Of Mark Twain's lecture the Times notice said:

"Nearly every one present came prepared for considerable provocation for enjoyable laughter, and from the appearance of their mirthful faces leaving the hall at the conclusion of the lecture but few were disappointed, and it is not too much to say that seldom has so large an audience been so uniformly pleased as the one that listened to Mark Twain's quaint remarks last evening. The large hall of the Union was filled to its utmost capacity by fully two thousand persons, which fact spoke well for the reputation of the lecturer and his future success. Mark Twain's style is a quaint one both in manner and method, and through his discourse he managed to keep on the right side of the audience, and frequently convulsed it with hearty laughter…. During a description of the topography of the Sandwich Islands the lecturer surprised his hearers by a graphic and eloquent description of the eruption of the great volcano, which occurred in 1840, and his language was loudly applauded.

 

"Judging from the success achieved by the lecturer last evening, he should repeat his experiment at an early date."]

COOPER INSTITUTE
By Invitation of s large number of prominent Californians and
Citizens of New York,
MARK TWAIN
WILL DELIVER A SERIO-HUMEROUS LECTURE CONERNING
KANAKDOM OR THE SANDWICH ISLANDS,
COOPER INSTITUTE,
On Monday Evening, May 6,1867
TICKETS FIFTY GENTS
For Sale at Chickering and Sons, 852 Broadway, and at the Principal
Hotel
Doors open at 7 o'clock. The Wisdom will begin to flow at 8

Mark Twain always felt grateful to the school-teachers for that night. Many years later, when they wanted him to read to them in Steinway Hall, he gladly gave his services without charge.

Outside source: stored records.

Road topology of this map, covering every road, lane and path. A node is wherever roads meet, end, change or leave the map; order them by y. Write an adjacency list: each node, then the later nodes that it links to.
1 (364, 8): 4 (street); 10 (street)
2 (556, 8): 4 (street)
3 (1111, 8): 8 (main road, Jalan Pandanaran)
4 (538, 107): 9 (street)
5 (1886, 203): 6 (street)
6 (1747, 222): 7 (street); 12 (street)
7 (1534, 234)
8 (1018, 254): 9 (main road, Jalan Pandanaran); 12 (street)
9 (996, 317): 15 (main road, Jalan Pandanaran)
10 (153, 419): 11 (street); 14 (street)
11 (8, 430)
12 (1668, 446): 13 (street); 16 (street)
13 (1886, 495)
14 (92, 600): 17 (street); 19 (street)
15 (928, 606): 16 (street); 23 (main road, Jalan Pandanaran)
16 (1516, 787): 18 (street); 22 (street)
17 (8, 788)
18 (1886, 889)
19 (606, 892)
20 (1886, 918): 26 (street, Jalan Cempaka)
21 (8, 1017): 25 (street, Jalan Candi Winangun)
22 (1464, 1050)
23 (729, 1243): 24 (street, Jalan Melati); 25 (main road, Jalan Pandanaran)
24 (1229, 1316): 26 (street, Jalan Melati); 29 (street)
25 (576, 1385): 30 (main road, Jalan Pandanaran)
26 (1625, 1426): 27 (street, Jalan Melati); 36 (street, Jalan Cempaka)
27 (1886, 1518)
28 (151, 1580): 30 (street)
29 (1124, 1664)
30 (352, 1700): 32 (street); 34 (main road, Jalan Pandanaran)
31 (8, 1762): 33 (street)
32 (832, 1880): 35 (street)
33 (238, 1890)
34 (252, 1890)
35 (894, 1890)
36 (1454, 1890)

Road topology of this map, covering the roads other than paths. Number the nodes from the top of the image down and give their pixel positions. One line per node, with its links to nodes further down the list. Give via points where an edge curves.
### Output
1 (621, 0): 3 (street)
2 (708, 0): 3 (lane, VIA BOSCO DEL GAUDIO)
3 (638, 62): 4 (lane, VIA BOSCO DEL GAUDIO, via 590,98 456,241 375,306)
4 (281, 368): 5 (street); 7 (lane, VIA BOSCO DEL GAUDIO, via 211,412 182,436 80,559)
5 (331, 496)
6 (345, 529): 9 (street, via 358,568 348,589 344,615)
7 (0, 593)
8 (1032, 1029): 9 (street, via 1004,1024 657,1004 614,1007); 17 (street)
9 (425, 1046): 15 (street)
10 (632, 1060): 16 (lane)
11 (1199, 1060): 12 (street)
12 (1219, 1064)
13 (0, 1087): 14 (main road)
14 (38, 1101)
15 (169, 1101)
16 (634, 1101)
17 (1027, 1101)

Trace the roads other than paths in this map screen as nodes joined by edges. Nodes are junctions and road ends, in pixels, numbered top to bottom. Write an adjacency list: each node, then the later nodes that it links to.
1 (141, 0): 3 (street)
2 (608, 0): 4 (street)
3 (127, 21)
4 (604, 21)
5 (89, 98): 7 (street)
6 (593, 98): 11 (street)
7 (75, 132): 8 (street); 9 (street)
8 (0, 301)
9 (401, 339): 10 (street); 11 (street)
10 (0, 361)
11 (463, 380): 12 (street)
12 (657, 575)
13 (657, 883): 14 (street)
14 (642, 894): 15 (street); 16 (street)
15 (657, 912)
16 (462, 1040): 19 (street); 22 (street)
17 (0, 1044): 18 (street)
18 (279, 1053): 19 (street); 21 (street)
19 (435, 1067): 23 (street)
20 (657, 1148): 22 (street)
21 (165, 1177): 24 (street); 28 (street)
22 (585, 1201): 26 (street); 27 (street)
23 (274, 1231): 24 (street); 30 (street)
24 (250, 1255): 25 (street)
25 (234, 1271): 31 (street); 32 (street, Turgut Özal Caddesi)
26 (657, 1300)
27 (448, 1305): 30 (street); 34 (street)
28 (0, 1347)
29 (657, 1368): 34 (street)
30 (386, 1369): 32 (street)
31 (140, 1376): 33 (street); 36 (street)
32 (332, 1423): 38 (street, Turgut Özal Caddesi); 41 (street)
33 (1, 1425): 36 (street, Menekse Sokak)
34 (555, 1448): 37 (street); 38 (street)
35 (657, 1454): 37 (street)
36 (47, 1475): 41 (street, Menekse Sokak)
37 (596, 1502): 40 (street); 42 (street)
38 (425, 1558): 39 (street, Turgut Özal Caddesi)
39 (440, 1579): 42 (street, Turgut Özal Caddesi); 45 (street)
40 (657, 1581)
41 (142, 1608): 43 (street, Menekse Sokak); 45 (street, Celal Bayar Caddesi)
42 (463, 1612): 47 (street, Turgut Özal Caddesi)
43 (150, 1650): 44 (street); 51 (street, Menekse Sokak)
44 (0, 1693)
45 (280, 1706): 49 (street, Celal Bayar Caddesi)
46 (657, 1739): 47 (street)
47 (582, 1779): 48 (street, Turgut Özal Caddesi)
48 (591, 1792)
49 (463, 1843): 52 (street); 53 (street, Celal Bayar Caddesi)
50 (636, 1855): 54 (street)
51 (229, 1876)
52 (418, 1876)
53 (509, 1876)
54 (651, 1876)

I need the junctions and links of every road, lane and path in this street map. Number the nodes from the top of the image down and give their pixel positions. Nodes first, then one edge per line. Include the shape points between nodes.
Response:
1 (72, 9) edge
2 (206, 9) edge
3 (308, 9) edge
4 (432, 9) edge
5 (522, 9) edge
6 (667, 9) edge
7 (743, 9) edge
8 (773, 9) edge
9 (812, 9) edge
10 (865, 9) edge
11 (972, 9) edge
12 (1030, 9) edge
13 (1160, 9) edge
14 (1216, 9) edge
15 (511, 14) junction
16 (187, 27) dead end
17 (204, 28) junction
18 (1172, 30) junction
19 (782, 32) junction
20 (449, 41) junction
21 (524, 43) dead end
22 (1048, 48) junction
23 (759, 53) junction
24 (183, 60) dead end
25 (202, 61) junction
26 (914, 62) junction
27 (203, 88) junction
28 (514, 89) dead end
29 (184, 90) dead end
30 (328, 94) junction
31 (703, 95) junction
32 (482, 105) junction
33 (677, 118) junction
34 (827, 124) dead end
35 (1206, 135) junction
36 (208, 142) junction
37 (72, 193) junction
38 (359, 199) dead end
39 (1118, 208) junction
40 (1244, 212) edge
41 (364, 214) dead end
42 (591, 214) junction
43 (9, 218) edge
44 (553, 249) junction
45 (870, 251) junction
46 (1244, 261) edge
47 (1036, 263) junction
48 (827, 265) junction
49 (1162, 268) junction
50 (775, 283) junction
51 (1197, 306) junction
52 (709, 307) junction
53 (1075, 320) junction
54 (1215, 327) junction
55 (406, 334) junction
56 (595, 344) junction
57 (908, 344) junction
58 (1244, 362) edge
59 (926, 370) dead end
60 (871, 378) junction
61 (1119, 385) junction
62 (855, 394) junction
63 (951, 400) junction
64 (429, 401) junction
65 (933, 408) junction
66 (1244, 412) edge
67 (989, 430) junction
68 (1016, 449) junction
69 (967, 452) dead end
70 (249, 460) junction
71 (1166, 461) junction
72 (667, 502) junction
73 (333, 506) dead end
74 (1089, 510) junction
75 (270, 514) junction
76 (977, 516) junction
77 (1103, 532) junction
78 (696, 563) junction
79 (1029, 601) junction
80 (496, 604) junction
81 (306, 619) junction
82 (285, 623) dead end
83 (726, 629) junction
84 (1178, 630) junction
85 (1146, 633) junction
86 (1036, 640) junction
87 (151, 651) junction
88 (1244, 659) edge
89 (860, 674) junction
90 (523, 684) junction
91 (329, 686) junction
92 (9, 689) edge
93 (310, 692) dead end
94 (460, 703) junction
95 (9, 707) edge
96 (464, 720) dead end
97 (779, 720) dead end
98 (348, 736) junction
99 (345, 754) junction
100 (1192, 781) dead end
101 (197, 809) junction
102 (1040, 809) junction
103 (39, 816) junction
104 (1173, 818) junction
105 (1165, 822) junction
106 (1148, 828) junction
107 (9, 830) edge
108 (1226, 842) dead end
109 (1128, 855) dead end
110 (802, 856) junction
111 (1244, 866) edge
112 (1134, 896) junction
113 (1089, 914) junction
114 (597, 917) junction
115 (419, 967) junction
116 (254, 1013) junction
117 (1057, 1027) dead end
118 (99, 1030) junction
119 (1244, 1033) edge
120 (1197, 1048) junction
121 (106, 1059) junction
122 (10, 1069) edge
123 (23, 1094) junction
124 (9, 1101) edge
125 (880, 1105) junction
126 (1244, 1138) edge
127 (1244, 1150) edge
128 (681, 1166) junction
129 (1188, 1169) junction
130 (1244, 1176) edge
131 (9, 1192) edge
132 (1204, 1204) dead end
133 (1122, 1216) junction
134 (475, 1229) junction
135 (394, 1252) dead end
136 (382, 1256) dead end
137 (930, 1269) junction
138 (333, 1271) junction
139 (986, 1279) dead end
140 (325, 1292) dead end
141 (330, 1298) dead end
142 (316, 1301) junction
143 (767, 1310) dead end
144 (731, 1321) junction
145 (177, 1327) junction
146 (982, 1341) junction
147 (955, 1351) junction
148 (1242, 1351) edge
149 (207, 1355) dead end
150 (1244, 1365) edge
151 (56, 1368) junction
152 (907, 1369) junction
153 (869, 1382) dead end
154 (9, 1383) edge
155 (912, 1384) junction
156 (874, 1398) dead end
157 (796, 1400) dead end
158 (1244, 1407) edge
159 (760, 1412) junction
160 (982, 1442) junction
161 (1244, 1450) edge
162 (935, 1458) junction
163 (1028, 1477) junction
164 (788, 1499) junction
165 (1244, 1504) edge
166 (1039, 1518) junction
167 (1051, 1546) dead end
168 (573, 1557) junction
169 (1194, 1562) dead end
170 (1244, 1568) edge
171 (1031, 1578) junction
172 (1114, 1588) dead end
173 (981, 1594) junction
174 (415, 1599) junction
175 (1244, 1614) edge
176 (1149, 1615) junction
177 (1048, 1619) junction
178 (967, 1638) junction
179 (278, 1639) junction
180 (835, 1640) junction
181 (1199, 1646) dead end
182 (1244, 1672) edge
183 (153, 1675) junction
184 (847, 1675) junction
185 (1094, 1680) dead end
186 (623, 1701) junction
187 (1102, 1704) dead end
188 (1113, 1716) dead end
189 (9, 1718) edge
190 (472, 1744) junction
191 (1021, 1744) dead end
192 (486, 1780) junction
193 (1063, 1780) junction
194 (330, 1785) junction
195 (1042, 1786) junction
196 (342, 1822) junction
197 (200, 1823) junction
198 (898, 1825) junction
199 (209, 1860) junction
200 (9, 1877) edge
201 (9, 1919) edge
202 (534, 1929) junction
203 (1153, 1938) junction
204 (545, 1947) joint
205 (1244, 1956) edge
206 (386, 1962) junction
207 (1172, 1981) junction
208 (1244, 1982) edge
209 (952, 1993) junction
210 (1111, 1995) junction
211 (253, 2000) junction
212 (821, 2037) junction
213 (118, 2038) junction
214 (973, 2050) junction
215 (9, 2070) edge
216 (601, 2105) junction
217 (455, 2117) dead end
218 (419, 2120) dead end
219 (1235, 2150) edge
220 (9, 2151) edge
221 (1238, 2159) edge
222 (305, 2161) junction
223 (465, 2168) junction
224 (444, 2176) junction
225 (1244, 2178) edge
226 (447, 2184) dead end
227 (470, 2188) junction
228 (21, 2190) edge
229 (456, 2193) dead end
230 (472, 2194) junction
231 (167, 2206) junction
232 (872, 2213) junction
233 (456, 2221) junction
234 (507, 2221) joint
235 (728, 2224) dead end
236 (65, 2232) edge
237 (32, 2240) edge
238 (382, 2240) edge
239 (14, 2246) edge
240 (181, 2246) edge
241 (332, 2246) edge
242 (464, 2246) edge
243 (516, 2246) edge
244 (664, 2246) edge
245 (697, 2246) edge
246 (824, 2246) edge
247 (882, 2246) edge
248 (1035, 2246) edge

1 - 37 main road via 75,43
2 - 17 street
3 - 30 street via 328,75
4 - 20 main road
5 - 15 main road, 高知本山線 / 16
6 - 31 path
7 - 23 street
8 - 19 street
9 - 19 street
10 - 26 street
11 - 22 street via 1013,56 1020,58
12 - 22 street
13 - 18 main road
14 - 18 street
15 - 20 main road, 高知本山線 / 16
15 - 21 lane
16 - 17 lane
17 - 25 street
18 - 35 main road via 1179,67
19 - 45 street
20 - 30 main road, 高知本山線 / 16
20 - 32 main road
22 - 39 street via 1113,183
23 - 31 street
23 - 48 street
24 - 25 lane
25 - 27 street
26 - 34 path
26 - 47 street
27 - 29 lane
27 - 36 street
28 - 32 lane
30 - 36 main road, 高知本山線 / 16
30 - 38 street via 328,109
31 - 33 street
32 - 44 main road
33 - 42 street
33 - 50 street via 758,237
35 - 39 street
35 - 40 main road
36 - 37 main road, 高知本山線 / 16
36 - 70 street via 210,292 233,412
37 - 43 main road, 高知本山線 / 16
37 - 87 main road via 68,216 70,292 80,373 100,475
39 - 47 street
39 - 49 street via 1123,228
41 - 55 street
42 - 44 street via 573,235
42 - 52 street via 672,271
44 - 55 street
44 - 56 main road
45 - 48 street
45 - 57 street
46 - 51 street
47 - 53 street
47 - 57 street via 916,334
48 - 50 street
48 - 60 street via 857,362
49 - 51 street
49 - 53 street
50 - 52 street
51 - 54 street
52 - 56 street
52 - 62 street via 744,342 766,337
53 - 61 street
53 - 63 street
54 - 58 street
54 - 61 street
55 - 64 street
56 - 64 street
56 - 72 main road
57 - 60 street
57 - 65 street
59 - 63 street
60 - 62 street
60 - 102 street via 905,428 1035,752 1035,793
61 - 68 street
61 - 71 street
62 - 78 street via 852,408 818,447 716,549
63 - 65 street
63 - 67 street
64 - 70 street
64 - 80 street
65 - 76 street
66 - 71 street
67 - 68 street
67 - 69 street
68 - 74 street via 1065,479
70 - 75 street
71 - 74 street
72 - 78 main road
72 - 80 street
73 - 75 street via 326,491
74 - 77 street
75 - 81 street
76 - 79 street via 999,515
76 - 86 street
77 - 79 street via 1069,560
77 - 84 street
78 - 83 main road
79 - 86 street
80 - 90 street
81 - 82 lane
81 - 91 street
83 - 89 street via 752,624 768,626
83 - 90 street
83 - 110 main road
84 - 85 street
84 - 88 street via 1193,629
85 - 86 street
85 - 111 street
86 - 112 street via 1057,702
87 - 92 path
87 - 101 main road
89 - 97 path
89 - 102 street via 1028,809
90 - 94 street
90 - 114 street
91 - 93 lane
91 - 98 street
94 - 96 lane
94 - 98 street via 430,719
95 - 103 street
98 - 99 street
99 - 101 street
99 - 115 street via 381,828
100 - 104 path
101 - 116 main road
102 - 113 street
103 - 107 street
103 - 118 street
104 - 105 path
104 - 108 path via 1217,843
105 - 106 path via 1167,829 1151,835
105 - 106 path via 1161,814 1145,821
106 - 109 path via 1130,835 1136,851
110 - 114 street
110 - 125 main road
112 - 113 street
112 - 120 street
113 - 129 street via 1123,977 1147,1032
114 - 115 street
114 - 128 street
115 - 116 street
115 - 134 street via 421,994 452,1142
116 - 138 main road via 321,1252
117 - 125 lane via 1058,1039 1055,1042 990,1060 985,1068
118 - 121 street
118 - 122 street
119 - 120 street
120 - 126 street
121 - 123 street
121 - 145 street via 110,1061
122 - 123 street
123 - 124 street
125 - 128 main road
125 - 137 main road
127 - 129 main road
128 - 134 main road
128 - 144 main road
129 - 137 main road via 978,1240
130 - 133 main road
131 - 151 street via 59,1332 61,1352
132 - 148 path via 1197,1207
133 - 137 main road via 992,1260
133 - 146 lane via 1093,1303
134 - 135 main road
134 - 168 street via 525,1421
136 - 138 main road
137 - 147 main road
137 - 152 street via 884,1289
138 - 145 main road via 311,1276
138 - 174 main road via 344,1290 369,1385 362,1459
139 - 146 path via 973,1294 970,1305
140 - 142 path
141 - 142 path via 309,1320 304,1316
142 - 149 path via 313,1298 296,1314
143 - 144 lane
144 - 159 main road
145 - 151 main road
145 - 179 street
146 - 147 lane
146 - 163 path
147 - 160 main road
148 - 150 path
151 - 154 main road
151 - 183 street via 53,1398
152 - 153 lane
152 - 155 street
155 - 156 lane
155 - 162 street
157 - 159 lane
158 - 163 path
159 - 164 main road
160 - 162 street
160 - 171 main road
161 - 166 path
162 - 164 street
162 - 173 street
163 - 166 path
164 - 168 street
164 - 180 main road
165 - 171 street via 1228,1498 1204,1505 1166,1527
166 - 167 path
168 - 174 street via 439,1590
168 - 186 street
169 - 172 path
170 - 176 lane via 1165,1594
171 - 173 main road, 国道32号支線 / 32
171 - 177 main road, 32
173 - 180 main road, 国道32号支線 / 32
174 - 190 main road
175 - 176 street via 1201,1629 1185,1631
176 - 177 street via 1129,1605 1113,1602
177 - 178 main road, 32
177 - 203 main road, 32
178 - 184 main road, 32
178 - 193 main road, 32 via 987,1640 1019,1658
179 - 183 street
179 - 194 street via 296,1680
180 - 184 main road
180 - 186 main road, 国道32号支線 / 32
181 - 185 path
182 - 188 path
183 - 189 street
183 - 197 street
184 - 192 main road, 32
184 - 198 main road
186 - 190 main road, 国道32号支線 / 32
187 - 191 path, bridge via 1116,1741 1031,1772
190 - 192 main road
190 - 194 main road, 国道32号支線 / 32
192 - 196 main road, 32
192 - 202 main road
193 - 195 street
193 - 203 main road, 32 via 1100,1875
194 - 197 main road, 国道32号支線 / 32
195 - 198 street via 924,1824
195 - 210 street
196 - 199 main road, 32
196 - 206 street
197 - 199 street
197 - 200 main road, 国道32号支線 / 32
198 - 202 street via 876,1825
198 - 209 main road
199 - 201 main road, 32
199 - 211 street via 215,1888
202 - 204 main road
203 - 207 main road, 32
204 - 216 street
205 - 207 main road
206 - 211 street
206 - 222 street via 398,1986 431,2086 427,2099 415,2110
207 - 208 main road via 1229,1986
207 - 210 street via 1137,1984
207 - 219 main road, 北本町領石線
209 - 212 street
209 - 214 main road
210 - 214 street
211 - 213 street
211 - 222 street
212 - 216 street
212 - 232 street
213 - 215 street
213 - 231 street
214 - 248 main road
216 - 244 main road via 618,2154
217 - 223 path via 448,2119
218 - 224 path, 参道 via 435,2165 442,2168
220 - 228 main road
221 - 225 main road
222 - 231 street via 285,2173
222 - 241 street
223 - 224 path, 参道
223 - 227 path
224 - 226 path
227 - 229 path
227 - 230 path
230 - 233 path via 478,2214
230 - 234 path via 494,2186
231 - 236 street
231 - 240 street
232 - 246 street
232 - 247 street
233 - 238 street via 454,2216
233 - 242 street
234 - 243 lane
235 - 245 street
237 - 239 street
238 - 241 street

Nor was the lecture a complete financial failure. In spite of the flood of complementaries, there was a cash return of some three hundred dollars from the sale of tickets—a substantial aid in defraying the expenses which Fuller assumed and insisted on making good on his own account. That was Fuller's regal way; his return lay in the joy of the game, and in the winning of the larger stake for a friend.

"Mark," he said, "it is all right. The fortune didn't come, but it will. The fame has arrived; with this lecture and your book just out you are going to be the most talked-of man in the country. Your letters for the Alta and the Tribune will get the widest reception of any letters of travel ever written."